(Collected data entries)

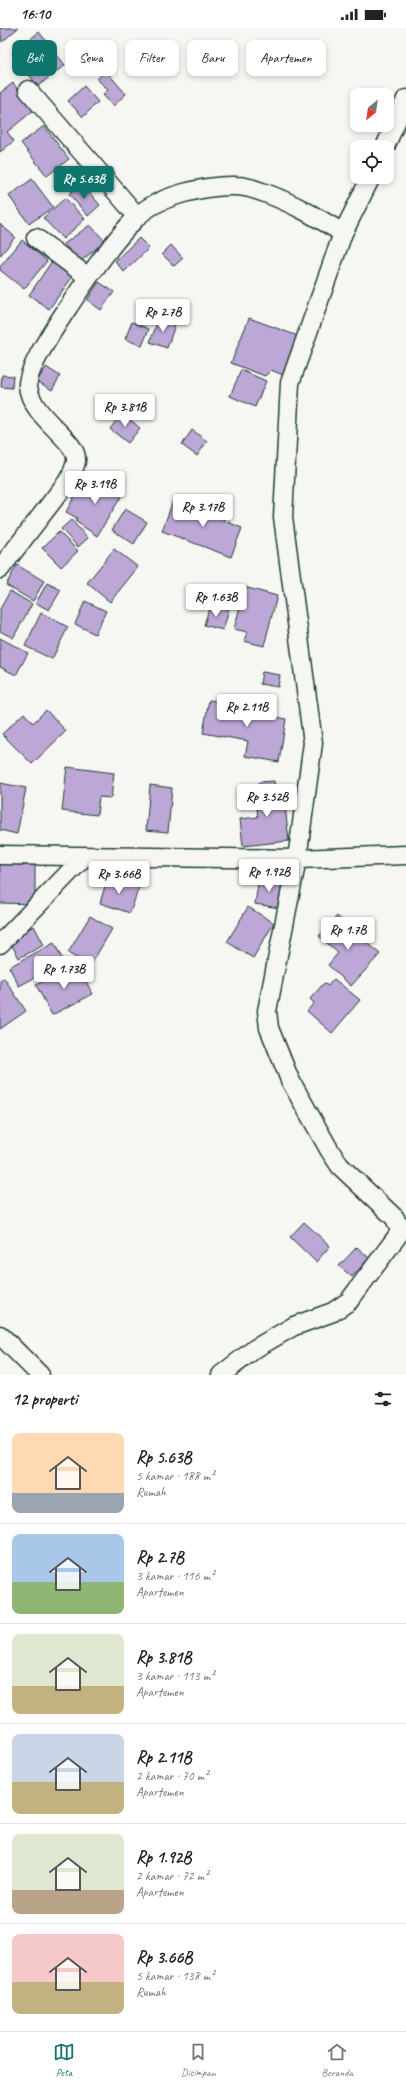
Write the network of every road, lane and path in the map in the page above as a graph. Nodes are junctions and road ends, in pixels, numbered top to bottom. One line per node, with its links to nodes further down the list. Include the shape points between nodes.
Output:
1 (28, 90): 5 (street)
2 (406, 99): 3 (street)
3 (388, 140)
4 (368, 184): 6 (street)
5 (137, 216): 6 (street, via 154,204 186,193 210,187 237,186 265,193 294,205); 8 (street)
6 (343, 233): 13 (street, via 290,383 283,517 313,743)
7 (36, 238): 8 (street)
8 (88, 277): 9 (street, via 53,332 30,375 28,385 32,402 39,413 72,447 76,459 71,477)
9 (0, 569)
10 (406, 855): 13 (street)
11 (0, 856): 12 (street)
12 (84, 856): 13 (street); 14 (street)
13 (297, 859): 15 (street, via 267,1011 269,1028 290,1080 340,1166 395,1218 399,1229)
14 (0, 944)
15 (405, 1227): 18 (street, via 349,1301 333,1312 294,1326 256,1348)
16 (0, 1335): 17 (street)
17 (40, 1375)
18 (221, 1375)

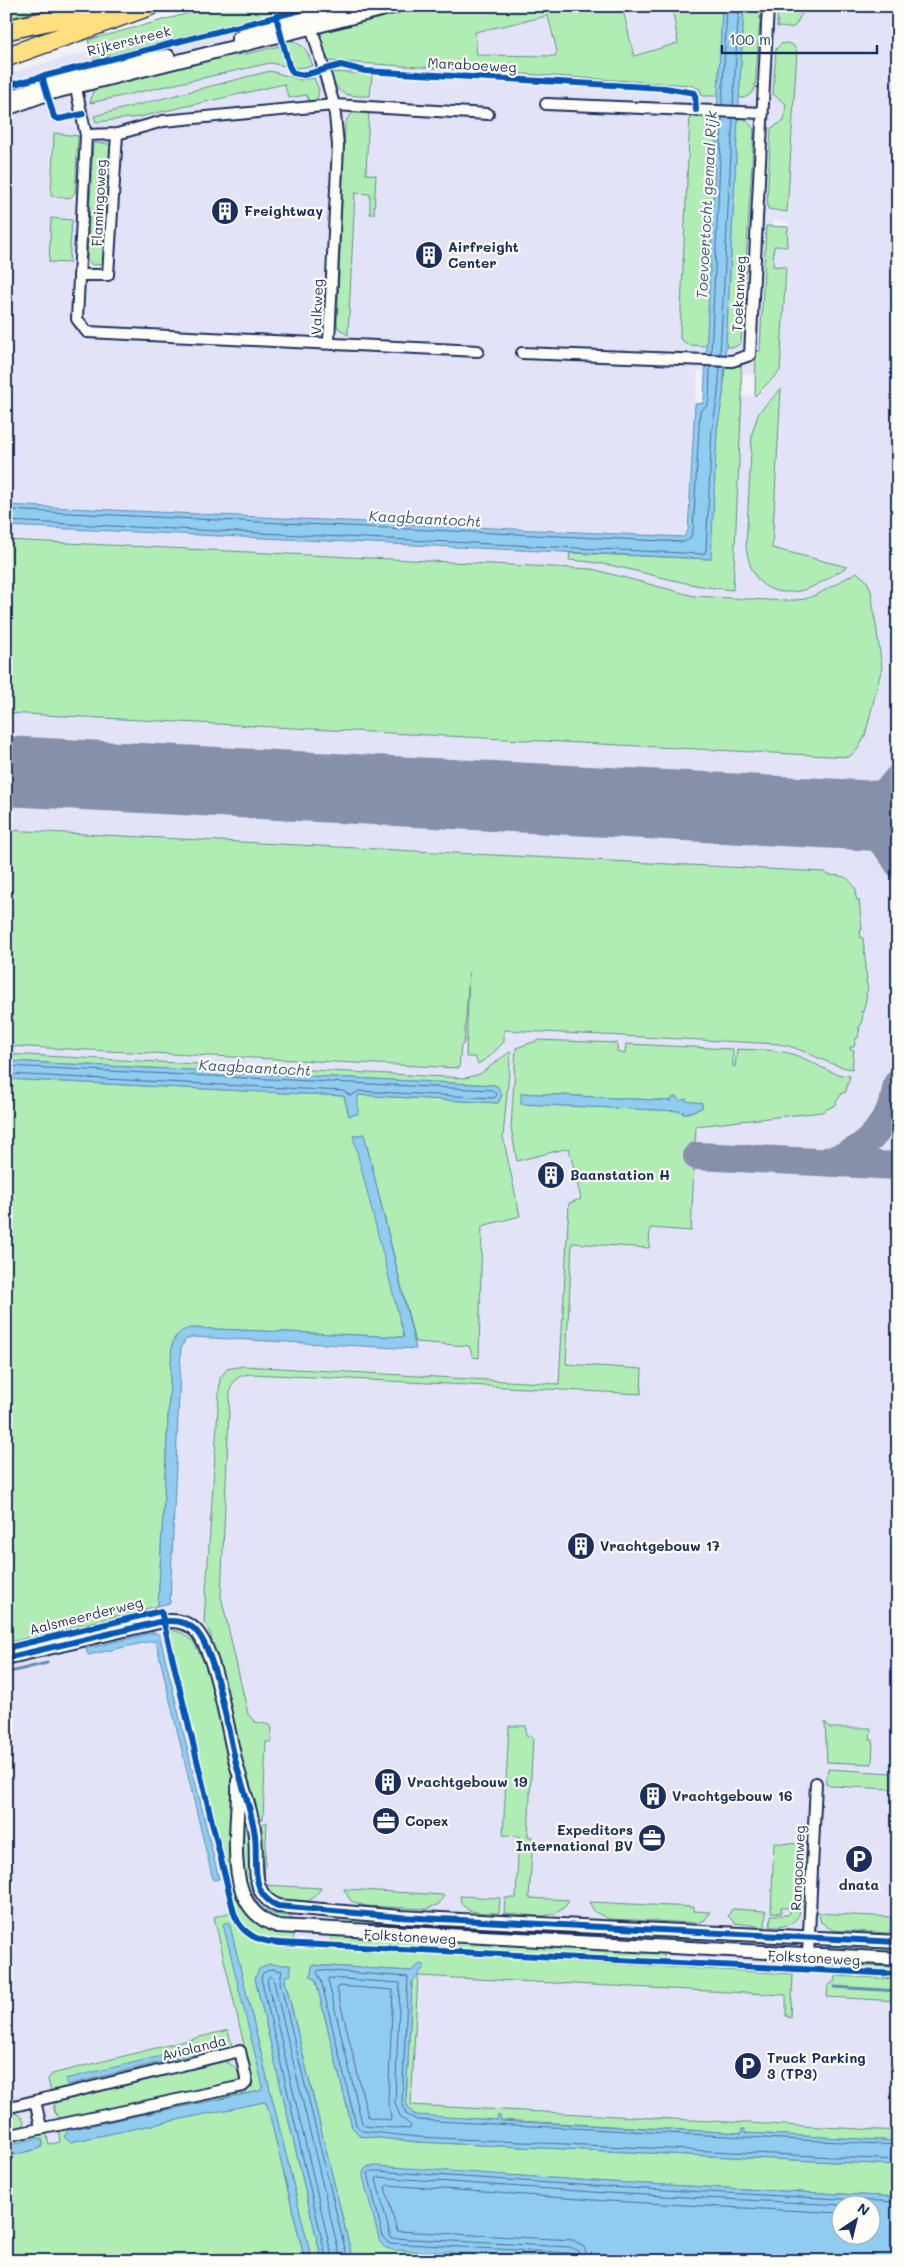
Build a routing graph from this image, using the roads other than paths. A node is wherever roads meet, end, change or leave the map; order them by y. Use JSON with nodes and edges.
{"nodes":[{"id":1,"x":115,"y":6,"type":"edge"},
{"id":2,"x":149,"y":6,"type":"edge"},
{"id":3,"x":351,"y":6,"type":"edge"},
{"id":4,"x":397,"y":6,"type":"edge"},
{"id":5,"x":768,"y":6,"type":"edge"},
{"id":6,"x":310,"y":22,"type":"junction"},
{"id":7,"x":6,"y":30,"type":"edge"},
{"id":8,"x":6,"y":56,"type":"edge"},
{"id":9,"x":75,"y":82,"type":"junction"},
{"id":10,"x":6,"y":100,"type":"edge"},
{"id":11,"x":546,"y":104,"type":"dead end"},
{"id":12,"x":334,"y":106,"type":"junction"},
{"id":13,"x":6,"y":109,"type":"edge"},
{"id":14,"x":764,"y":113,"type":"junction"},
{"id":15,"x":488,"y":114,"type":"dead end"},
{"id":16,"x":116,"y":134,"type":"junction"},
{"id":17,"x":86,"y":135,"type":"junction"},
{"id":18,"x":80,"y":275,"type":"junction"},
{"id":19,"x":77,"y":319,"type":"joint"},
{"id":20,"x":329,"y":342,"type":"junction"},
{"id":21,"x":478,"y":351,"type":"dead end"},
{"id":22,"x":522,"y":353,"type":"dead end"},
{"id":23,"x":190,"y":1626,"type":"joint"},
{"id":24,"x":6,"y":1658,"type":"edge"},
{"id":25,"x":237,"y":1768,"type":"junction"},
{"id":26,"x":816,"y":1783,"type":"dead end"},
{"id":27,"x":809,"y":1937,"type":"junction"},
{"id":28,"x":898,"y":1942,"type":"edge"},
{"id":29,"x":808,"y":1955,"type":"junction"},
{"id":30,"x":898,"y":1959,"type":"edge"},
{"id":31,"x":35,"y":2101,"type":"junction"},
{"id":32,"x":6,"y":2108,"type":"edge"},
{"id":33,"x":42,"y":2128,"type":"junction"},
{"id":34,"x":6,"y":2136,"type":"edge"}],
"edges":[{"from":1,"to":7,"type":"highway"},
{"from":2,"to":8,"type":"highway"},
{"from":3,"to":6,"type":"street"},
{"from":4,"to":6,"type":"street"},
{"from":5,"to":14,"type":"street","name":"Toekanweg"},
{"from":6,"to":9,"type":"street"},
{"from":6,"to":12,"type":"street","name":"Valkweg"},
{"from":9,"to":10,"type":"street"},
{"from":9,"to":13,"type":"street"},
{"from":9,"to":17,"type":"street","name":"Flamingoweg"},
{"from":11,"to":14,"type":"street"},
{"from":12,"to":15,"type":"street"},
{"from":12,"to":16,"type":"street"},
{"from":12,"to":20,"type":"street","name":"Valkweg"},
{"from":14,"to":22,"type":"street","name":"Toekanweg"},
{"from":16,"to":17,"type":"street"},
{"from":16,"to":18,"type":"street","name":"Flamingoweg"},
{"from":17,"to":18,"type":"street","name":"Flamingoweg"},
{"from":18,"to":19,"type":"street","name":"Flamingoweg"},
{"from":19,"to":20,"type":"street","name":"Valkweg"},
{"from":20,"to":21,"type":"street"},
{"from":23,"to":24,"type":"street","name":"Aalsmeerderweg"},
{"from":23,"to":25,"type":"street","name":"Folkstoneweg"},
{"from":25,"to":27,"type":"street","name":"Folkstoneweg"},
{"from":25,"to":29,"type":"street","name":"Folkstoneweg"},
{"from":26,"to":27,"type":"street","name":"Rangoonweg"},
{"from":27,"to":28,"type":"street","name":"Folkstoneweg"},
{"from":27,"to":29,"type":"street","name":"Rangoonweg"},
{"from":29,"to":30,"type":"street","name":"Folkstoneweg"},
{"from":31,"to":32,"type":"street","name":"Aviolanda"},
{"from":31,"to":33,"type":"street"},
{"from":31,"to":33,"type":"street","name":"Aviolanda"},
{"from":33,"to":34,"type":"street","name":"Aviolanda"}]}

# Work request
Show all lines above that contain "edges".

# Response to the exercise
Build a routing graph from this image, using the roads other than paths. A node is wherever roads meet, end, change or leave the map; order them by y. Use JSON with nodes and edges.
"edges":[{"from":1,"to":7,"type":"highway"},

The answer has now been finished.